Golden Misabiko, président de l'ASADHO/Katanga, a été arrêté le 24 juillet 2009, accusé d'avoir porté atteinte à la sûreté de l'État en raison d'un rapport publié le 12 juillet par son organisation, dans lequel est évoquée la complicité de représentants du gouvernement dans l'exploitation illégale d'une mine d'uranium fermée à 150 kilomètres de Lubumbashi. Amnesty International l'a alors considéré comme un prisonnier d'opinion. Son procès a débuté le 19 août. L'accusation a affirmé que, en publiant le rapport contesté, l'ASADHO/Katanga, par l'intermédiaire de Golden Misabiko, cherchait en fait à monter la population de la province contre ses autorités. Le 20 août, souffrant de problèmes de santé, Golden Misabiko s'est vu accorder une libération provisoire.
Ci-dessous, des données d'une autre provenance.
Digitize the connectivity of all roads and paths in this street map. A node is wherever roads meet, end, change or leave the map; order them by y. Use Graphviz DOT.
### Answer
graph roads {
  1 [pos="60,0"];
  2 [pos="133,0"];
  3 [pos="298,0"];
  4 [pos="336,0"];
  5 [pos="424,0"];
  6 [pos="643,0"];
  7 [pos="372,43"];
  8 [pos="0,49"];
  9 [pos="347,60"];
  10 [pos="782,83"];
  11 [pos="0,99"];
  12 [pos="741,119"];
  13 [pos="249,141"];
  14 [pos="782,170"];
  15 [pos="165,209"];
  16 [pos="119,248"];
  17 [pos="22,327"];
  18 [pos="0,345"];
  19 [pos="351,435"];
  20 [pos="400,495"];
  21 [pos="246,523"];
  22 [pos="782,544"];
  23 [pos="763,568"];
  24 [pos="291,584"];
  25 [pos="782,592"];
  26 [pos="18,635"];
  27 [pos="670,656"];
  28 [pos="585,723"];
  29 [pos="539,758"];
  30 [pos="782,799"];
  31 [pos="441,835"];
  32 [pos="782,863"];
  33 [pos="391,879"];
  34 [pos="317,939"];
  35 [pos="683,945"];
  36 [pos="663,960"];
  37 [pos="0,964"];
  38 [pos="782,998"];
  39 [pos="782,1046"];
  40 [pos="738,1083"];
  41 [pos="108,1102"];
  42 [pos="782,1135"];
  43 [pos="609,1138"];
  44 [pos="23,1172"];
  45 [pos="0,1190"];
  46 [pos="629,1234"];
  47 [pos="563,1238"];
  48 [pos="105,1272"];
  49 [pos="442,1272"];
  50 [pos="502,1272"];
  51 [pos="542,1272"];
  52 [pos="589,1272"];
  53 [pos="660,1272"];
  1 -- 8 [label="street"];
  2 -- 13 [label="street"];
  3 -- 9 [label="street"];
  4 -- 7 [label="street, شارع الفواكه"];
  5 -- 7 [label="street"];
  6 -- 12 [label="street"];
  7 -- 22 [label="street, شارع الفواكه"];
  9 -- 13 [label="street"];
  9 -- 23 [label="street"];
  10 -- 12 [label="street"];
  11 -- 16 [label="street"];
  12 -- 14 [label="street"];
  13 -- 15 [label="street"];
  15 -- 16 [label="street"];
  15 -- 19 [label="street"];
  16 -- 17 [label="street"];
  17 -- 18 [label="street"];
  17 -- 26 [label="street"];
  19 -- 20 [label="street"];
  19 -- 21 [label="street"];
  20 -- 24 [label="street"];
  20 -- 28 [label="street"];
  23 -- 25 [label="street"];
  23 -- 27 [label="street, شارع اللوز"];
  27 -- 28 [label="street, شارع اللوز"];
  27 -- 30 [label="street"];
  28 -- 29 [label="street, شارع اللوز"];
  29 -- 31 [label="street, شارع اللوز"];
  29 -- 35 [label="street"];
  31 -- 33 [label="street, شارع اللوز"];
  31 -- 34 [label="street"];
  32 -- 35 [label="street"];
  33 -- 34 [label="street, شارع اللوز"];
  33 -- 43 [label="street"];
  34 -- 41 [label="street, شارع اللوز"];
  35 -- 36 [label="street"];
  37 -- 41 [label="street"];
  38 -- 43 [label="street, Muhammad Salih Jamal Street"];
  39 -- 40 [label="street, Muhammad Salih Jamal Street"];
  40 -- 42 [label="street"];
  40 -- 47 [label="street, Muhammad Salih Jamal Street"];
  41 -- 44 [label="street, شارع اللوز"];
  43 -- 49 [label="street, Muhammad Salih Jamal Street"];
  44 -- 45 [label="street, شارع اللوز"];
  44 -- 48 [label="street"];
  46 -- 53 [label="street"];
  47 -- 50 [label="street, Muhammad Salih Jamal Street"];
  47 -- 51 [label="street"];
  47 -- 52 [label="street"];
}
L'action engagée contre lui se poursuit et un jugement devrait être rendu prochainement.
Les menaces de mort par SMS anonyme contre des défenseurs des droits humains sont une pratique de plus en plus courante en RDC. Cependant, les autorités prennent rarement des mesures pour enquêter sur celles-ci ou retrouver les téléphones depuis lesquels elles ont été envoyées. Début septembre, à Bukavu (est du pays), trois femmes journalistes ont reçu des messages de ce type les menaçant chacune de prendre « une balle dans la tête ». Trois journalistes ont été tués dans cette ville depuis 2007, mais leurs meurtriers ne sont toujours pas identifiés.